◆ DIRECTIONS FOR THIS TASK: Find the line in the entries below that contains "index dip: (1025, 987)". Repeat it exactly, and every line after it through the line that contains "index pip: (1061, 983)".

◆ PROVIDED DATA:
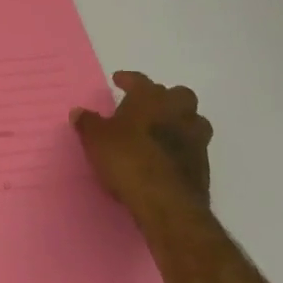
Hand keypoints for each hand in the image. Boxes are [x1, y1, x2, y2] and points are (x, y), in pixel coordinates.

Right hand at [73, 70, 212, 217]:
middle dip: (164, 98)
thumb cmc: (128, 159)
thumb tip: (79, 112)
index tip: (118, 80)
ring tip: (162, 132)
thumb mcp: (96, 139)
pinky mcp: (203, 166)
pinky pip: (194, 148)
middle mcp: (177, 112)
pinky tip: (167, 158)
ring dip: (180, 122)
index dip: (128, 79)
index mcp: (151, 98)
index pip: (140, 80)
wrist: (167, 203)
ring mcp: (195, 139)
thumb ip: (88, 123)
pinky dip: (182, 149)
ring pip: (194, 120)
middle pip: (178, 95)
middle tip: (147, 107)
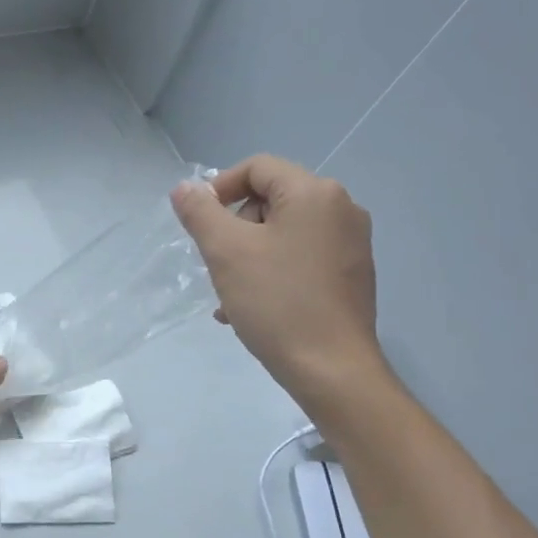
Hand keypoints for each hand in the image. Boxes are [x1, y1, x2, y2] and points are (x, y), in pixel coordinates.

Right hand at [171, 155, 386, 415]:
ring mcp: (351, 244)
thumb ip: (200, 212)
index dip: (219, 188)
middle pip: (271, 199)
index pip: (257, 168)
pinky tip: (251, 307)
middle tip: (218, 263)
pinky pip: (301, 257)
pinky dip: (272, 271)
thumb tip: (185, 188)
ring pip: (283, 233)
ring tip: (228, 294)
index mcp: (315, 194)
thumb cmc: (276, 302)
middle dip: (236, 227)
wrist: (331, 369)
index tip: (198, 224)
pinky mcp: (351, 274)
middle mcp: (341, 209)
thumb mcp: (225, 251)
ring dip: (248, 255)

==

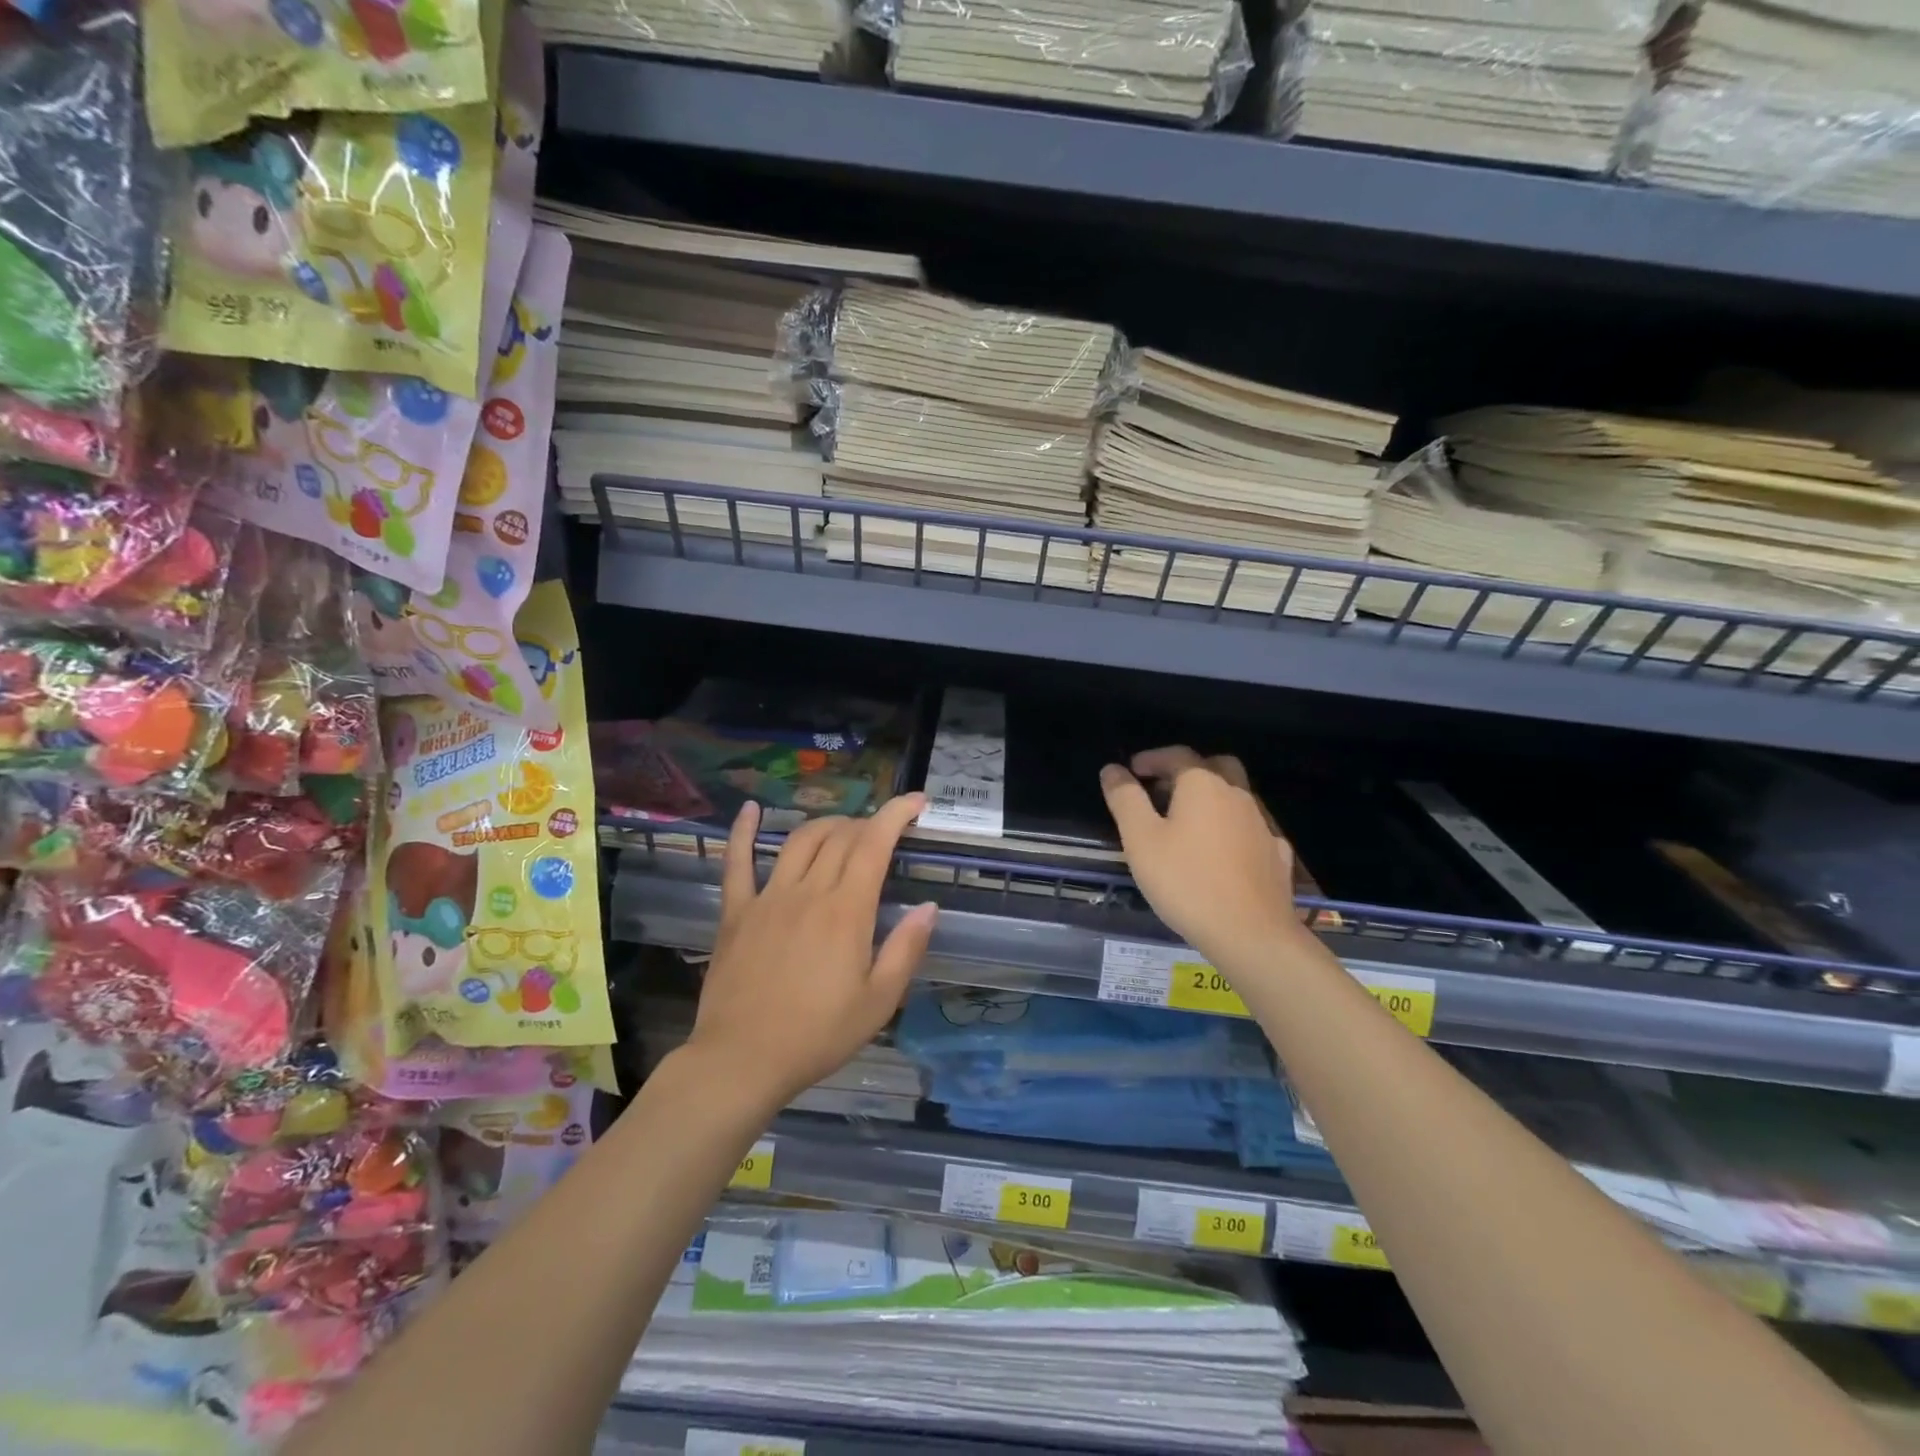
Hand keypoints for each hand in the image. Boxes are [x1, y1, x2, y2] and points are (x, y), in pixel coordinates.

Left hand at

==

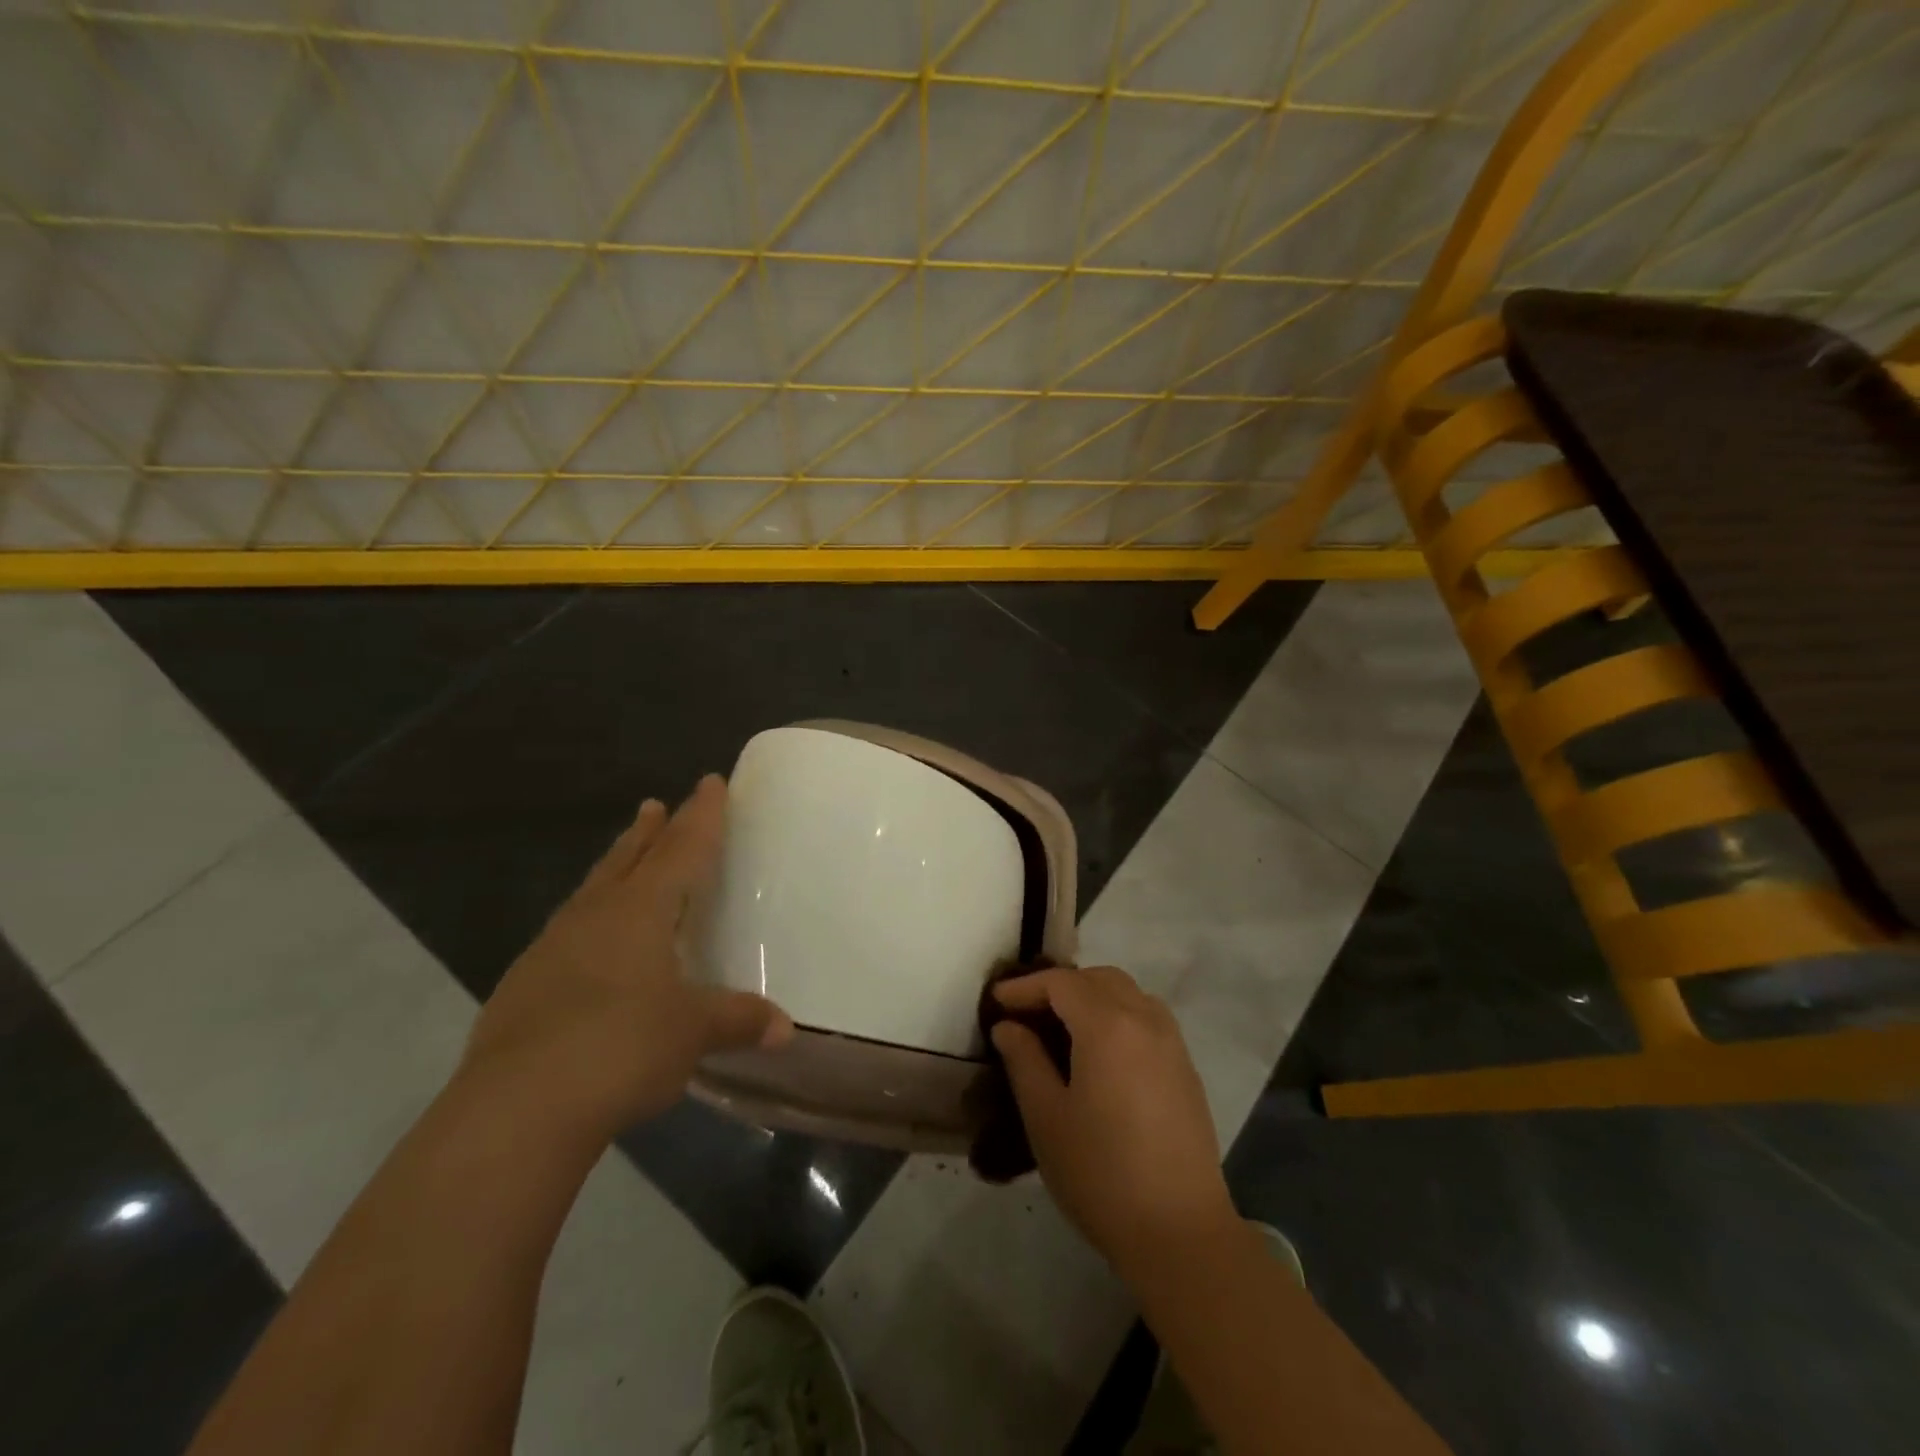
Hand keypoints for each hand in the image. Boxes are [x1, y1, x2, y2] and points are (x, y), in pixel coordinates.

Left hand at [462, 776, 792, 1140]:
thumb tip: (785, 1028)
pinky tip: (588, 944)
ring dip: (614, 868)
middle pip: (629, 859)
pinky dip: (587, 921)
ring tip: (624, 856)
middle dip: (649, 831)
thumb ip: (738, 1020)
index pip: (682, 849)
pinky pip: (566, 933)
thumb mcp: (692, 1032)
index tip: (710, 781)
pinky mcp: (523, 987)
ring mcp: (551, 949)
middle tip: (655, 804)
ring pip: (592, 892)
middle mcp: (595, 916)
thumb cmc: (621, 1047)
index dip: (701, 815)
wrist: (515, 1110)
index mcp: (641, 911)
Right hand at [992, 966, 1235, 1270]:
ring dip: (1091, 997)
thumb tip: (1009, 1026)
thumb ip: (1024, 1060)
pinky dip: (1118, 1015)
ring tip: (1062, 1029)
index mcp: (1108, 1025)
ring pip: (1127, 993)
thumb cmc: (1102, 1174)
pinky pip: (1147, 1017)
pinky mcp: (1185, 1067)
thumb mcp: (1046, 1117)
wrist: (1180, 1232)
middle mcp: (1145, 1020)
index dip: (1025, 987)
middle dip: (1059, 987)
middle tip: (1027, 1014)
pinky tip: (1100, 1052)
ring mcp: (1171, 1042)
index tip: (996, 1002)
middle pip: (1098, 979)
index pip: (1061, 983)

◆ SOLUTION TO THE EXERCISE:
index dip: (1025, 987)
middle dip: (1059, 987)
middle tip: (1027, 1014)
pinky tip: (1100, 1052)
ring mcp: (1171, 1042)
index tip: (996, 1002)
middle pip: (1098, 979)
index pip: (1061, 983)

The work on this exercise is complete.